3 Reasons Why Consumers Prefer Fintech Investments

Financial technology is the key innovation and technology that aims to challenge traditional financial practices in the provision of financial instruments. It’s an emerging field that makes use of advanced technology to enhance financial activities in finance. These instruments are derivatives, which are financial contracts or agreements that pay their values when they’re purchased or sold. There are a lot of firms that are engaged in providing services regarding financial technologies, all of which are aiming to become leaders in their respective markets.

The Nasdaq is one of the prominent exchanges that deals with derivatives and other financial instruments. Companies like Fintech and Nasdaq are determined to penetrate the market as a strong player and have plans to make it big in a few years. Their entry into the Nasdaq resulted to the success of Green Dot, which was one of the first online brokers to offer high speed internet access to stock quotes. Since then, other companies like Green Dot, First-e and Jaipur Securities have also established their presence on Nasdaq. However, these companies have different backgrounds from Nasdaq.

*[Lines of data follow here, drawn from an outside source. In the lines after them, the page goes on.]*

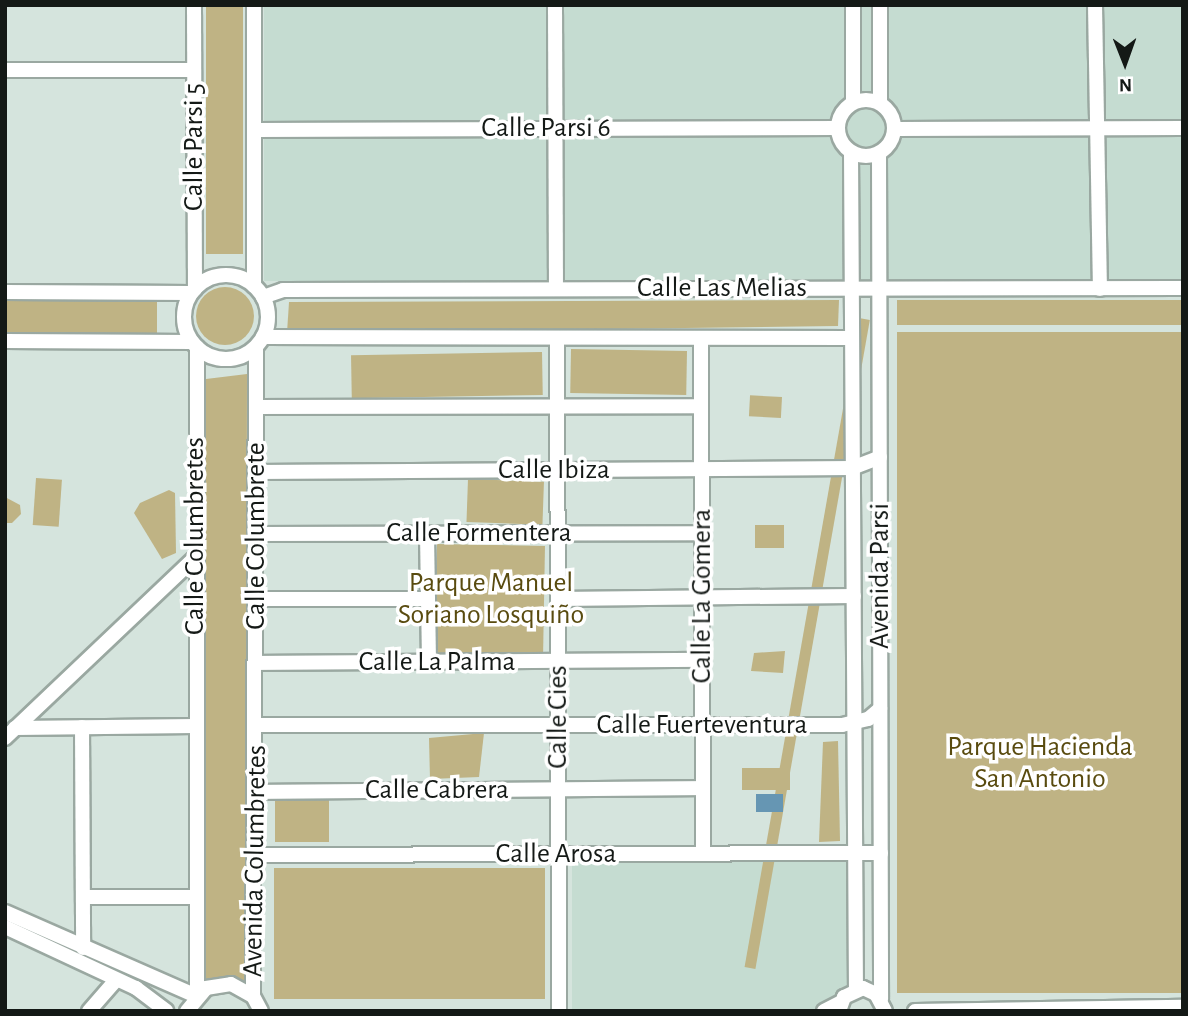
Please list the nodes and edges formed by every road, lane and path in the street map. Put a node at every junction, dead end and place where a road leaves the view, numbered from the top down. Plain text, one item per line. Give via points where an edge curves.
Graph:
1 (194, 5) edge
2 (254, 5) edge
3 (555, 5) edge
4 (853, 5) edge
5 (880, 5) edge
6 (1095, 5) edge
7 (5, 70) edge
8 (193, 70) junction
9 (853, 102) junction
10 (880, 103) junction
11 (555, 128) junction
12 (838, 128) junction
13 (1095, 128) junction
14 (1183, 128) edge
15 (895, 129) junction
16 (255, 130) junction
17 (851, 152) junction
18 (879, 154) junction
19 (851, 288) junction
20 (879, 288) junction
21 (1183, 288) edge
22 (556, 289) junction
23 (1100, 289) junction
24 (193, 291) junction
25 (5, 292) edge
26 (259, 292) junction
27 (557, 338) junction
28 (701, 338) junction
29 (852, 338) junction
30 (5, 341) edge
31 (259, 342) junction
32 (194, 344) junction
33 (701, 405) junction
34 (256, 407) junction
35 (558, 407) junction
36 (880, 457) junction
37 (852, 468) junction
38 (558, 469) junction
39 (702, 470) junction
40 (256, 472) junction
41 (558, 533) junction
42 (702, 533) junction
43 (256, 534) junction
44 (427, 534) junction
45 (195, 558) junction
46 (854, 596) junction
47 (256, 598) junction
48 (702, 598) junction
49 (428, 599) junction
50 (558, 599) junction
51 (703, 660) junction
52 (558, 661) junction
53 (429, 662) junction
54 (256, 663) junction
55 (880, 709) junction
56 (855, 724) junction
57 (558, 725) junction
58 (703, 725) junction
59 (195, 726) junction
60 (256, 726) junction
61 (82, 727) junction
62 (10, 733) edge
63 (703, 788) junction
64 (559, 789) junction
65 (256, 792) junction
66 (703, 853) junction
67 (856, 853) junction
68 (881, 853) junction
69 (559, 854) junction
70 (256, 855) junction
71 (82, 897) junction
72 (196, 897) junction
73 (5, 912) edge
74 (5, 927) edge
75 (83, 948) junction
76 (116, 980) junction
77 (856, 989) junction
78 (196, 996) junction
79 (253, 996) junction
80 (883, 1005) edge
81 (840, 1007) edge
82 (1183, 1007) edge
83 (94, 1008) edge
84 (1103, 1009) edge
85 (1127, 1009) edge
86 (955, 1010) edge
87 (1029, 1010) edge
88 (166, 1011) edge
89 (187, 1011) edge
90 (261, 1011) edge
91 (559, 1011) edge
92 (824, 1011) edge
93 (915, 1011) edge

1 - 8 street, Calle Parsi 5
2 - 16 street
3 - 11 street
4 - 9 street
5 - 10 street
6 - 13 street
7 - 8 street
8 - 24 street, Calle Parsi 5
9 - 10 street
9 - 12 street via 842,113
10 - 15 street via 891,114
11 - 12 street, Calle Parsi 6
11 - 16 street, Calle Parsi 6
11 - 22 street
12 - 17 street
13 - 14 street
13 - 15 street
13 - 23 street
15 - 18 street via 890,144
16 - 26 street
17 - 18 street
17 - 19 street, Avenida Parsi
18 - 20 street, Avenida Parsi
19 - 20 street, Calle Las Melias
19 - 22 street, Calle Las Melias
19 - 29 street, Avenida Parsi
20 - 23 street, Calle Las Melias
20 - 36 street, Avenida Parsi
21 - 23 street, Calle Las Melias
22 - 26 street, Calle Las Melias
24 - 25 street
24 - 26 street via 220,275 232,275
24 - 32 street via 184,318
26 - 31 street via 268,324
27 - 28 street, Calle Las Melias
27 - 31 street, Calle Las Melias
27 - 35 street, Calle Cies
28 - 29 street, Calle Las Melias
28 - 33 street, Calle La Gomera
29 - 37 street, Avenida Parsi
30 - 32 street
31 - 32 street via 245,355 220,359
31 - 34 street, Calle Columbrete
32 - 45 street, Calle Columbretes
33 - 35 street
33 - 39 street, Calle La Gomera
34 - 35 street
34 - 40 street, Calle Columbrete
35 - 38 street, Calle Cies
36 - 37 street
36 - 55 street, Avenida Parsi
37 - 39 street, Calle Ibiza
37 - 46 street, Avenida Parsi
38 - 39 street, Calle Ibiza
38 - 40 street, Calle Ibiza
38 - 41 street, Calle Cies
39 - 42 street, Calle La Gomera
40 - 43 street, Calle Columbrete
41 - 42 street, Calle Formentera
41 - 44 street, Calle Formentera
41 - 50 street, Calle Cies
42 - 48 street, Calle La Gomera
43 - 44 street, Calle Formentera
43 - 47 street, Calle Columbrete
44 - 49 street
45 - 59 street, Calle Columbretes
45 - 62 street
46 - 48 street
46 - 56 street, Avenida Parsi
47 - 49 street
47 - 54 street, Calle Columbrete
48 - 50 street
48 - 51 street, Calle La Gomera
49 - 53 street
50 - 52 street, Calle Cies
51 - 52 street, Calle La Palma
51 - 58 street, Calle La Gomera
52 - 53 street, Calle La Palma
52 - 57 street, Calle Cies
53 - 54 street, Calle La Palma
54 - 60 street, Calle Columbrete
55 - 56 street
55 - 68 street, Avenida Parsi
56 - 58 street, Calle Fuerteventura
56 - 67 street, Avenida Parsi
57 - 58 street, Calle Fuerteventura
57 - 60 street, Calle Fuerteventura
57 - 64 street, Calle Cies
58 - 63 street, Calle La Gomera
59 - 61 street
59 - 72 street, Avenida Columbretes
60 - 65 street, Avenida Columbretes
61 - 62 street
61 - 71 street
63 - 64 street, Calle Cabrera
63 - 66 street, Calle La Gomera
64 - 65 street, Calle Cabrera
64 - 69 street, Calle Cies
65 - 70 street, Avenida Columbretes
66 - 67 street, Calle Arosa
66 - 69 street, Calle Arosa
67 - 68 street, Calle Arosa
67 - 77 street, Avenida Parsi
68 - 80 street, Avenida Parsi
69 - 70 street, Calle Arosa
69 - 91 street, Calle Cies
70 - 79 street, Avenida Columbretes
71 - 72 street
71 - 75 street
72 - 78 street, Avenida Columbretes
73 - 75 street
74 - 76 street
75 - 78 street
76 - 83 street
76 - 88 street
77 - 80 street via 870,990
77 - 81 street
78 - 79 street via 206,988 231,984
78 - 89 street
79 - 90 street
81 - 92 street
82 - 85 street
84 - 85 street
84 - 87 street
86 - 87 street
86 - 93 street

Fintech companies have come up with innovations that make online trading easier and more convenient. One of their innovations is online insurance quotes, which allows consumers to obtain estimates and quotes for homeowners, auto and life insurance from a single source. There are a lot of traditional banks that provide such financial services, but consumers are now looking for more convenient options. In addition, with online insurance quotes, people are able to compare various products easily and quickly. Consumers are encouraged to compare different home insurance quotes because they’re offered by different insurers, thus giving them the opportunity to choose the best one.

A lot of traditional banks provide home refinancing and home equity loans, but consumers nowadays prefer to go for other lending options, such as fintech. One of the main reasons is that fintech allows customers to get better interest rates and different payment terms. Traditional banks may provide better interest rates because of their long-established business relationship with financial institutions and lenders, but consumers have now chosen to go for a more convenient option.

Another reason why consumers prefer to go for fintech companies is because they don’t have to deal with paperwork or other hassles. With a traditional bank, consumers need to fill out paper forms and other documents before getting approval for a loan or credit. Furthermore, borrowers are required to submit their personal information as well as other important documents to several different banks or lending institutions before getting access to different loan products. These days, with the help of smartphone technology, all banks can offer their clients online banking and even loan application processing services right from their own websites.

Lastly, with smartphones being the widely preferred device for surfing the Internet, it makes sense that traditional banks would want to take advantage of the situation. The good news is that more financial institutions are already starting to offer mobile banking services through their smartphones. So if you’re planning to purchase a smartphone in the near future, consider investing in a fintech product. It’s now or never.